The following table gives further insight into the types of data storage.
|Data Warehouse||Data Lake||Data Mart|
|The data is structured and adheres to the principles of relational data.||The data is structured or unstructured and gained from various sources such as sensors, websites, business apps, social media, mobile apps, etc.||It is relational data that is a subset of specific applications. Data can be captured mostly from data warehouses and various external resources.|
|The data schema is denormalized, and it is the schema-on-write.||The schema is denormalized and schema-on-read.||In a data mart, the schema can be normalized or denormalized.|
|It contains historical data from multiple sources.||The data exists in native format and provides unprecedented flexibility to data professionals to manipulate and derive insights.||It provides easy and quick access to specific applications.|
|The data exists in a centralized location and ready to be used in Business Intelligence and analytics.||The data exists in raw and may or may not be available for curation.||The data is highly curated.|
Frequently Asked Questions about Benefits of Data Warehouse
Q. What is the key advantage of an active data warehouse compared to a traditional data warehouse?

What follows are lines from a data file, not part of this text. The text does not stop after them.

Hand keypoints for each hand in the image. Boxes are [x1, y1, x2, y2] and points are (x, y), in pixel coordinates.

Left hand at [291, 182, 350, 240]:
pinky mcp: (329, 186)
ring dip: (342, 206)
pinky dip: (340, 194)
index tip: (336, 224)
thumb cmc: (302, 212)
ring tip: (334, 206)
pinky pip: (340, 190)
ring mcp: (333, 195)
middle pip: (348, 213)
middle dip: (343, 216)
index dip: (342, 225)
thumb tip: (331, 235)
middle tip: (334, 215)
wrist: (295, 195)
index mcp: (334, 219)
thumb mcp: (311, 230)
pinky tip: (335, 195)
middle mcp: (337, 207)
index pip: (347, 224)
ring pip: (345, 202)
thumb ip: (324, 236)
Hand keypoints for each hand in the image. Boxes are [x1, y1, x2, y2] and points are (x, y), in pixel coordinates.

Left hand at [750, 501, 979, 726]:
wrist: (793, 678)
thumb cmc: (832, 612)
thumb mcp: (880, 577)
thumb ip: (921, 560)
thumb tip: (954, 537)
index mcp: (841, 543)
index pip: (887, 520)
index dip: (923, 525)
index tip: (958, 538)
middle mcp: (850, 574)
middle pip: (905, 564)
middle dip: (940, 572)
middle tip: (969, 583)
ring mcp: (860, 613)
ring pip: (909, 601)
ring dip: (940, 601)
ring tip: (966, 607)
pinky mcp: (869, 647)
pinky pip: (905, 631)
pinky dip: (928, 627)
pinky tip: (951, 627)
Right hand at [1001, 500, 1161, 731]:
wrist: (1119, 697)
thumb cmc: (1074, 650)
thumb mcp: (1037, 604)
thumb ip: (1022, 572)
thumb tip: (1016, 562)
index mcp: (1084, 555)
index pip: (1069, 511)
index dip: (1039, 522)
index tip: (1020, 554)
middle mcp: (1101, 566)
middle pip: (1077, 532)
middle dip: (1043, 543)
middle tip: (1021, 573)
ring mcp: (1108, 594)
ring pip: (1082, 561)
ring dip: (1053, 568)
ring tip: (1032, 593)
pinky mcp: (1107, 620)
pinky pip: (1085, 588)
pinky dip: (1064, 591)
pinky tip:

A. The main difference is the speed of transfer; the active data warehouse has a fast data transfer speed where the traditional data warehouses have slow speeds of the transfer.
Before adopting a data warehouse for your business environment, you need to proactively assure several practices that the data team follows such as,
- Planning the consistency, accuracy, and integrity of the data.
- The data must be well defined and time-stamped.
- Provide the data scientists and analysts the right tools.
- Be ready to cope with data conflicts.
- Make sure the operational systems and reports run in parallel; that is, it doesn’t replace them.
- Stick to the data life cycle.
- Ensure that all the stakeholders are on-board in Data Warehouse implementation procedures.
The Data Warehouses are used by a score of professionals and business executives to an important business decision every day that can affect lives across the board. Data Warehouses can be beneficial and convenient, not to mention the affordability and the attractive return on investment that can take your business to the next level.